Mick does not come home. This is the first time he has not been home all day and now, apparently, all evening.

He must be comfortable with me, with the way I am with Alice. And, of course, he is always watching.

But then I think that he does not want to be here. That he is still hunting for whatever he lost when the woman who lived here before me died.

“I’m hungry,” Alice says. She reaches her arm through the bars and I take her hand and press it to my lips.

“I know, sweetheart. Do you want to tell me what there is in the kitchen and I can teach you how to make something?”

She hangs her head, chin to chest, but then raises her narrowed eyes so I can still see them. Her lips disappear under her teeth and her nose scrunches. I call this expression of hers Angry Face. I don’t say this out loud, but I make a note of it, and also what makes it come, and what makes it leave.

“I don’t have any better ideas, but if you do I will try to help you with them,” I say.

Now she crosses her arms and huffs. I try not to laugh, but it is amusing. I haven’t been amused for a very long time. Maybe even for years. There is a new power stirring inside me that has given this impulse of being amused some latitude. Some room to breathe.

“Did he tell you what to do in case of an emergency?” I ask now. “For example, if you got sick, or if there was a fire? Is there a way to reach him? I can help you study and play with you from inside my room, but that’s about it,” I say.

She uncrosses her arms. Angry Face softens, becomes whimsical, mischievous. She tilts her head and pushes one shoulder, always the right one, a little ahead of her chest. This is Coy Face. She knows a secret and she wants me to get it out of her.

Nicole had this face by the time she was four. Annie didn’t have it until she was six or seven, and even then it was more playful than precocious. Evan never had it. My only boy, but I could read him like a book.

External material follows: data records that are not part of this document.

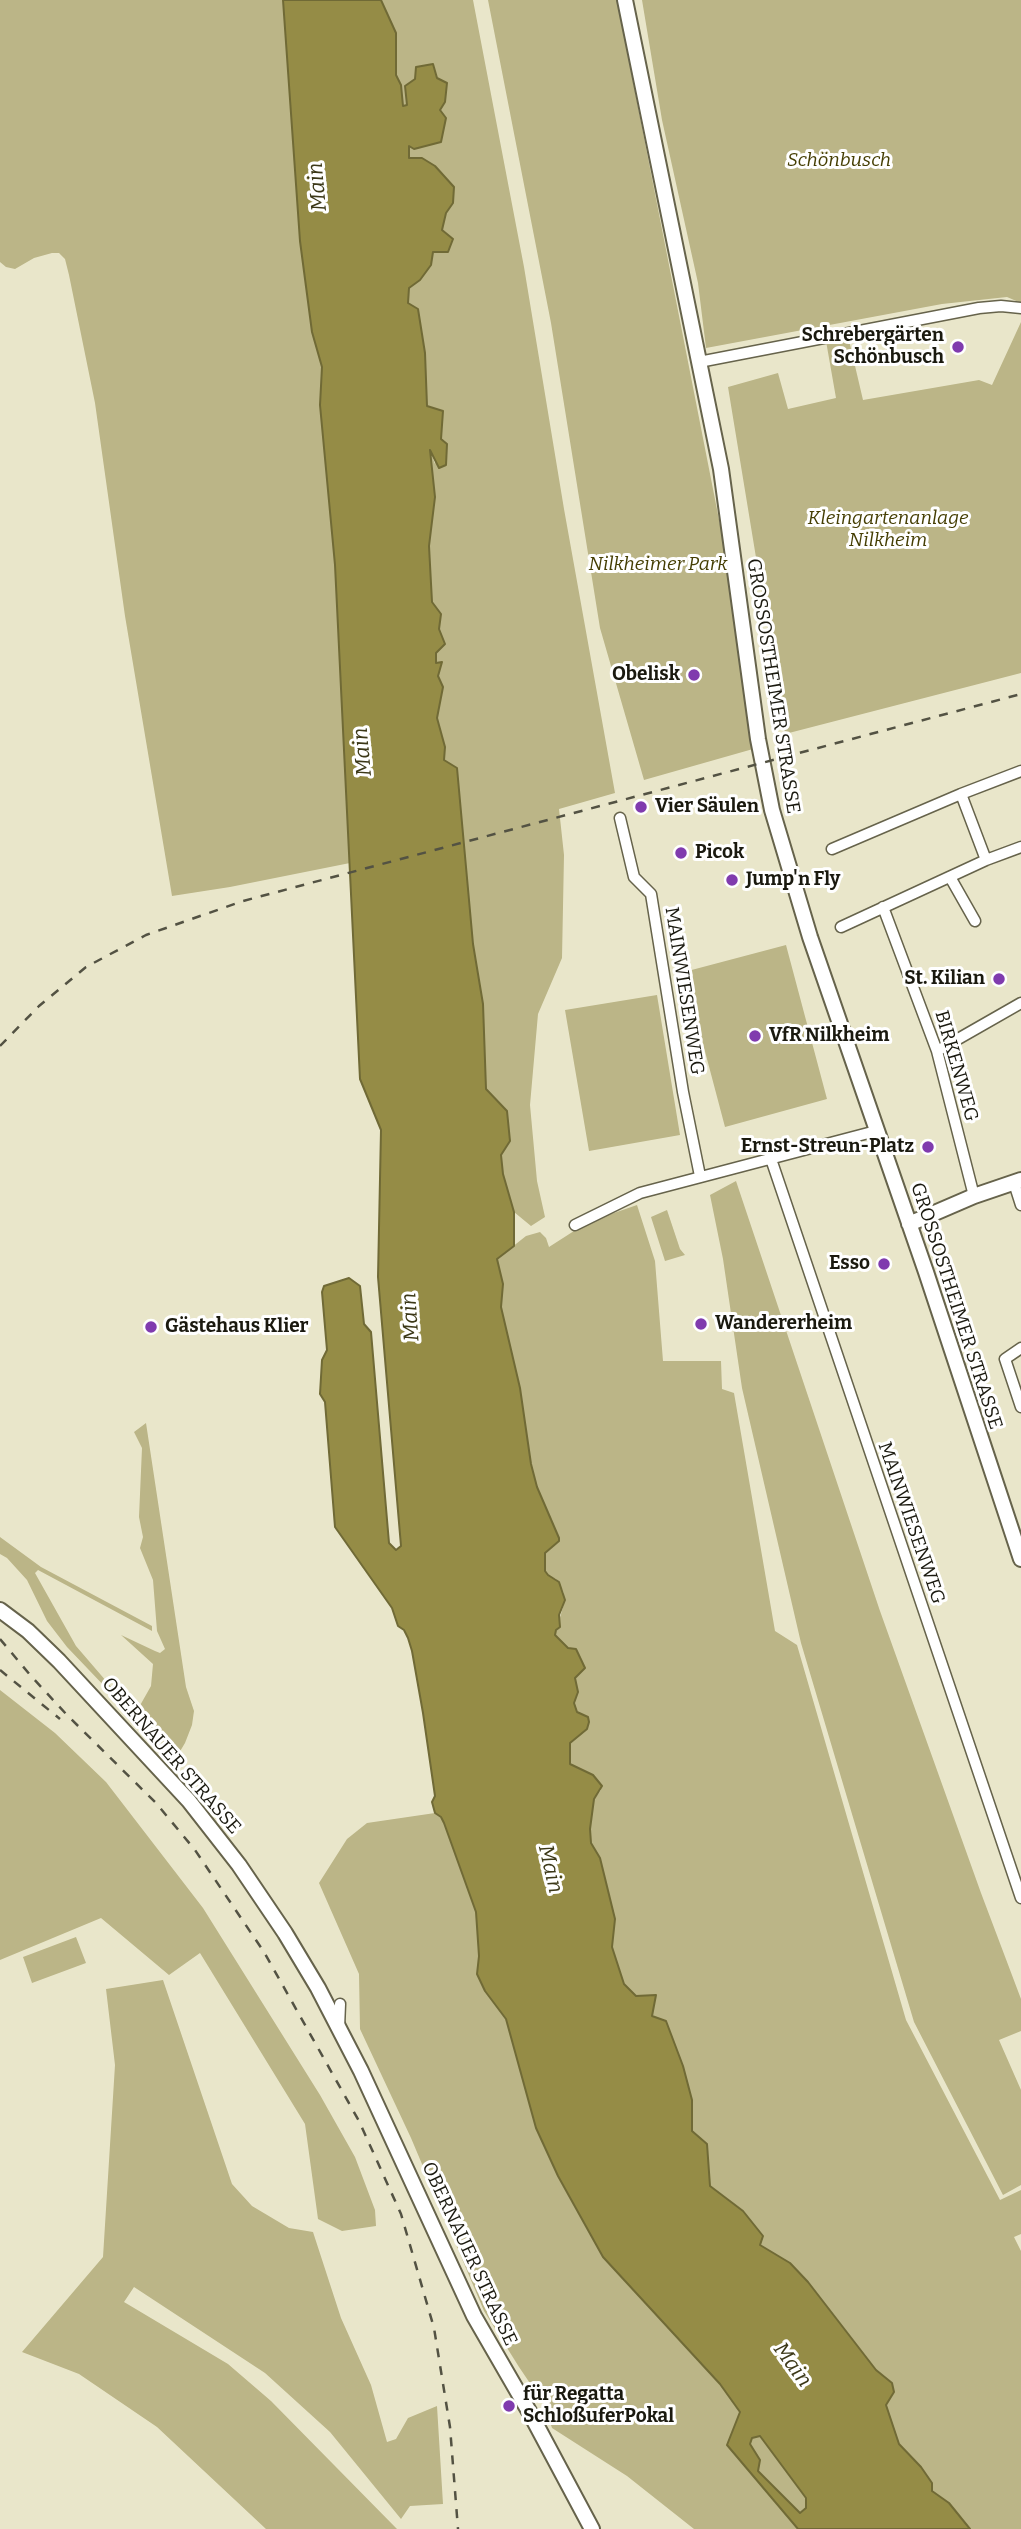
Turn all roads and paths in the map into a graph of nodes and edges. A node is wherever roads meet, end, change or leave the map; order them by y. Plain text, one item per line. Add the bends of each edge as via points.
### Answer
1 (625, 0) edge
2 (1021, 309) edge
3 (699, 362) junction
4 (1021, 772) edge
5 (961, 794) junction
6 (620, 818) dead end
7 (1021, 847) edge
8 (832, 849) dead end
9 (986, 860) junction
10 (950, 877) junction
11 (883, 907) junction
12 (975, 921) dead end
13 (841, 926) dead end
14 (1021, 1003) edge
15 (937, 1051) junction
16 (876, 1131) junction
17 (771, 1159) junction
18 (700, 1176) junction
19 (1017, 1181) edge
20 (974, 1196) junction
21 (1021, 1205) edge
22 (909, 1224) junction
23 (575, 1225) dead end
24 (1021, 1349) edge
25 (1021, 1407) edge
26 (1021, 1559) edge
27 (0, 1611) edge
28 (1021, 1898) edge
29 (340, 2004) dead end
30 (339, 2029) junction
31 (592, 2529) edge

1 - 3 main road, GROSSOSTHEIMER STRASSE
2 - 3 street via 979,308
3 - 16 main road, GROSSOSTHEIMER STRASSE via 721,469 772,810
4 - 5 street
5 - 8 street
5 - 9 street
6 - 18 street, MAINWIESENWEG via 634,877 650,894
7 - 9 street
9 - 10 street
10 - 11 street
10 - 12 street
11 - 13 street
11 - 15 street, BIRKENWEG
14 - 15 street
15 - 20 street, BIRKENWEG
16 - 17 street
16 - 22 main road, GROSSOSTHEIMER STRASSE
17 - 18 street
17 - 28 street, MAINWIESENWEG
18 - 23 street via 640,1193
19 - 20 main road
19 - 21 street
20 - 22 main road
22 - 26 main road, GROSSOSTHEIMER STRASSE
24 - 25 street via 1005,1359
27 - 30 main road, OBERNAUER STRASSE via 28,1631 84,1687 206,1821 285,1933
29 - 30 street, OBERNAUER STRASSE
30 - 31 main road, OBERNAUER STRASSE via 474,2316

I have had time to think these past fourteen days, and not just about the man and Alice and my plan. I think about why I am here, and that perhaps I have finally been sentenced for my crime. I am finally being punished. This has done something to me, shifted my insides.

With this shift has come a reversal of how I had come to see my own daughters. Annie the good girl. Nicole the bad girl. We are not supposed to do that. Parents. Good parents. But I have stopped pretending that I am one. I hate the person Nicole has become these past few years. If I met her on the street, I would thank God she was not my child.